To our knowledge, no studies exist comparing the diagnostic performance of UHR-TOF and conventional TOF with DSA for preinterventional assessment of intracranial aneurysms.

In the present study, we were able to decrease the unreconstructed voxel size for the UHR-TOF roughly 5‑fold compared to conventional TOF at 3T. The optimized TOF sequence with compressed sensing reconstruction was described in a previous publication [11]. We showed that the increased spatial resolution of UHR-TOF MRA while keeping scan time in the range of conventional TOF enables visualization of aneurysm features that were not detected with conventional TOF at 3T.

The substantial increase in spatial resolution was achieved at the cost of a significantly decreased CNR. Interestingly, the higher spatial resolution and decreased CNR of UHR-TOF did not result in inferior image quality compared to conventional TOF.

The increased spatial resolution resulted in visualization of one small aneurysm, which, verified by 3D-DSA, changed the endovascular treatment approach from balloon-assisted coiling to placement of a flow-diverter (Fig. 2). In another case, a recurrent aneurysm next to coils and a microsurgical clip that was not detected on conventional TOF could clearly be visualized on UHR-TOF (Fig. 3). The improved visualization of aneurysms adjacent to foreign material introducing magnetic susceptibility is most likely due to less intravoxel dephasing in UHR-TOF because of the small voxel size.

On UHR-TOF, all cases of small arteries originating close to the aneurysm neck were correctly identified. This was superior to conventional TOF, where roughly two thirds of these vessels were visualized (Fig. 4). This feature aiding correct identification of small arteries originating at the aneurysm neck is important to assess the periprocedural risk of occluding these branches.
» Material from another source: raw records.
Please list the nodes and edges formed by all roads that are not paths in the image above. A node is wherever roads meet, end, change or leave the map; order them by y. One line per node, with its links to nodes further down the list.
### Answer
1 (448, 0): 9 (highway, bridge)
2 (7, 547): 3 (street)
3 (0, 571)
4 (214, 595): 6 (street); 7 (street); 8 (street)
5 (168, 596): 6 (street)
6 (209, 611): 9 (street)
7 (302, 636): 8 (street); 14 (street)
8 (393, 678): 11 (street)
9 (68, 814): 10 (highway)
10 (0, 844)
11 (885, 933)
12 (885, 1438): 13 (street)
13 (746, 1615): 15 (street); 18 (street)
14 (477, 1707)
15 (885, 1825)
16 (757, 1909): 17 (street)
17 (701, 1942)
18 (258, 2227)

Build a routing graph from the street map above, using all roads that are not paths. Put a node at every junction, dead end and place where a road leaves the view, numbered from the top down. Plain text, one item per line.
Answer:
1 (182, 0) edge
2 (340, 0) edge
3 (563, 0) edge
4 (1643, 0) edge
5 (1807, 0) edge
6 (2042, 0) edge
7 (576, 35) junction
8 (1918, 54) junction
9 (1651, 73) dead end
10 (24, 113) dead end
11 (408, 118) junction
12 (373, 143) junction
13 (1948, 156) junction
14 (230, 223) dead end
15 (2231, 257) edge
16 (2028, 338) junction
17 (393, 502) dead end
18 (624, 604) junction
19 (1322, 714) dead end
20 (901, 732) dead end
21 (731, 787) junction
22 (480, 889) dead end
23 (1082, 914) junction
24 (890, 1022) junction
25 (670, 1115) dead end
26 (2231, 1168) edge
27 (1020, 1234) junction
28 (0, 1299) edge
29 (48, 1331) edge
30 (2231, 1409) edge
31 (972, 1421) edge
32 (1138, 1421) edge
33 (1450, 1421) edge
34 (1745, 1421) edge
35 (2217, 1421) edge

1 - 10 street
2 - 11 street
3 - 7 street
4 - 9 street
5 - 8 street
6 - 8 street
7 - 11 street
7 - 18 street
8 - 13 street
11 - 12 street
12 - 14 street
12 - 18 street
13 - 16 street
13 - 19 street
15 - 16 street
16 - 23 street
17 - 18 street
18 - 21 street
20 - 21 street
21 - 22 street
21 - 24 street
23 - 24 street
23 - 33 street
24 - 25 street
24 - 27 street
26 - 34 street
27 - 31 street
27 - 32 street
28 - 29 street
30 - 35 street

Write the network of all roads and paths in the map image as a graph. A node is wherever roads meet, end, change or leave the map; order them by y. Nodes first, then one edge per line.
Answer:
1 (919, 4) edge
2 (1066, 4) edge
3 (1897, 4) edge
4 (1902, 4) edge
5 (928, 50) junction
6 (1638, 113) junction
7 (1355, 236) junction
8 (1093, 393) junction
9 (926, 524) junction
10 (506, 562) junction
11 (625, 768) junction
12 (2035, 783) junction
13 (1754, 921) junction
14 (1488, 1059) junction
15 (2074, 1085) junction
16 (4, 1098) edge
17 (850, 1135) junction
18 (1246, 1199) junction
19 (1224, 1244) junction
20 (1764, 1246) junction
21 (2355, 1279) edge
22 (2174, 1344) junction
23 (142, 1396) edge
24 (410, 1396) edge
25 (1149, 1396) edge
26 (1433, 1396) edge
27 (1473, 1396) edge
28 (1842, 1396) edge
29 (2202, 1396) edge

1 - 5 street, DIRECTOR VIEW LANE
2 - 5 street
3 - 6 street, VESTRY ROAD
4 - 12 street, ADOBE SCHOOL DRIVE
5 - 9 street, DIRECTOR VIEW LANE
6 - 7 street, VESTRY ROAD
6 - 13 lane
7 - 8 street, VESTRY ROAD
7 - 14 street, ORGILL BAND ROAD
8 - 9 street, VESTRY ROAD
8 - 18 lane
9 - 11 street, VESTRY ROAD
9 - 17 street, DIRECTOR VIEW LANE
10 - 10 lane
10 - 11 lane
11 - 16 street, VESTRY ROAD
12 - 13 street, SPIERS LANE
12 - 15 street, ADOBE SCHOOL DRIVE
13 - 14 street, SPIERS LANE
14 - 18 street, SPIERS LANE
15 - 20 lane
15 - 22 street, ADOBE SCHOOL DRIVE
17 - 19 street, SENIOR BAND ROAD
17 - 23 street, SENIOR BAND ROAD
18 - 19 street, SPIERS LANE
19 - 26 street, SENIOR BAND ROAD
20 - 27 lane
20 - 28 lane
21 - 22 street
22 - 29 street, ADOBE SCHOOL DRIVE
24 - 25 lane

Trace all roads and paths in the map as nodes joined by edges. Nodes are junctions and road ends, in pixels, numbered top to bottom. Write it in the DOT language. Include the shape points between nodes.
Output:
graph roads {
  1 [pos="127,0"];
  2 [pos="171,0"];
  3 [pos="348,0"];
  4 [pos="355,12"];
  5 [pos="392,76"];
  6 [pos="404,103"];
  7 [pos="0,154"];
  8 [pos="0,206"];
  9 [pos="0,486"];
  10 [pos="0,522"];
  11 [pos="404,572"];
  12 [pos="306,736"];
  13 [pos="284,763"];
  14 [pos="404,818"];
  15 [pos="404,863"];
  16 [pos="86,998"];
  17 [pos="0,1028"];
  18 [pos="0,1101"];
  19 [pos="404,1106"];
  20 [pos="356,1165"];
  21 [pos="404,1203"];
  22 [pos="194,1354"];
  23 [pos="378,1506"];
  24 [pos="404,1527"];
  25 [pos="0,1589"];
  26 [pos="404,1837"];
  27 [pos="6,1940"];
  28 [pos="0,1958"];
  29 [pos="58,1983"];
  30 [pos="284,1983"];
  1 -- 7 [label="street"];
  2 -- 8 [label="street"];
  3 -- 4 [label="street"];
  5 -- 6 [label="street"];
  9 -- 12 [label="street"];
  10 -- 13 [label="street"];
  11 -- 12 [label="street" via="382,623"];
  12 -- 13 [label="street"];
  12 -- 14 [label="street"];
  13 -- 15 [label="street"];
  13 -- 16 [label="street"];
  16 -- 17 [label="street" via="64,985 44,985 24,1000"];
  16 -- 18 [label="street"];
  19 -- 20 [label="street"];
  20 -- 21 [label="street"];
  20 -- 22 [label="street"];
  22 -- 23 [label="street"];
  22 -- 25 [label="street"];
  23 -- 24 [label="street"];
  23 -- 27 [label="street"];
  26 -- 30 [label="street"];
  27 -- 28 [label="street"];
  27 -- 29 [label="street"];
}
Aneurysm irregularities were slightly underrecognized with conventional TOF and minimally overestimated with UHR-TOF.

No significant differences for aneurysm dimensions were found between modalities despite the smaller mean differences between UHR-TOF and DSA compared to conventional TOF and DSA. Accordingly, comparison between the size of intrasaccular coils and extrasaccular flow-diverters did not result in significant differences either. Although endovascular device sizing is performed based on invasive procedural imaging, potential sizes can be narrowed down based on both preinterventional ultra-high-resolution UHR-TOF but also conventional TOF.

Compressed sensing (CS) reconstruction has been successfully applied to TOF MR angiography in different neurovascular pathologies [4, 6,7,8, 10, 12,13,14]. Several publications have focused on the comparison of CS-TOF and conventional TOF MRA [6,7,8, 14, 15]. The general conclusions of these publications were a comparable image quality and clinical feasibility of CS-TOF compared to conventional TOF; however, no study is available that utilized compressed sensing reconstruction to heavily increase spatial resolution in order to evaluate its use in the evaluation of intracranial aneurysms.

The main limitation of the present study is that 7 out of 17 conventional TOF examinations were performed at external sites with different scanning parameters; however, all external conventional TOF examinations were performed on state of the art 3T-MRI scanners. Furthermore, the interval from conventional TOF to UHR-TOF was 90 days on average. Potentially, aneurysms might show small changes in size in this period.

In conclusion, ultra-high-resolution TOF MRA showed an equivalent performance in visualization of aneurysm characteristics compared to DSA in our study. Furthermore, all aneurysms were accurately diagnosed; therefore, UHR TOF has the potential to serve as a reliable and noninvasive alternative to preinterventional diagnostic angiography and outperformed conventional TOF in the present study; however, the results of this pilot study need to be confirmed in larger series.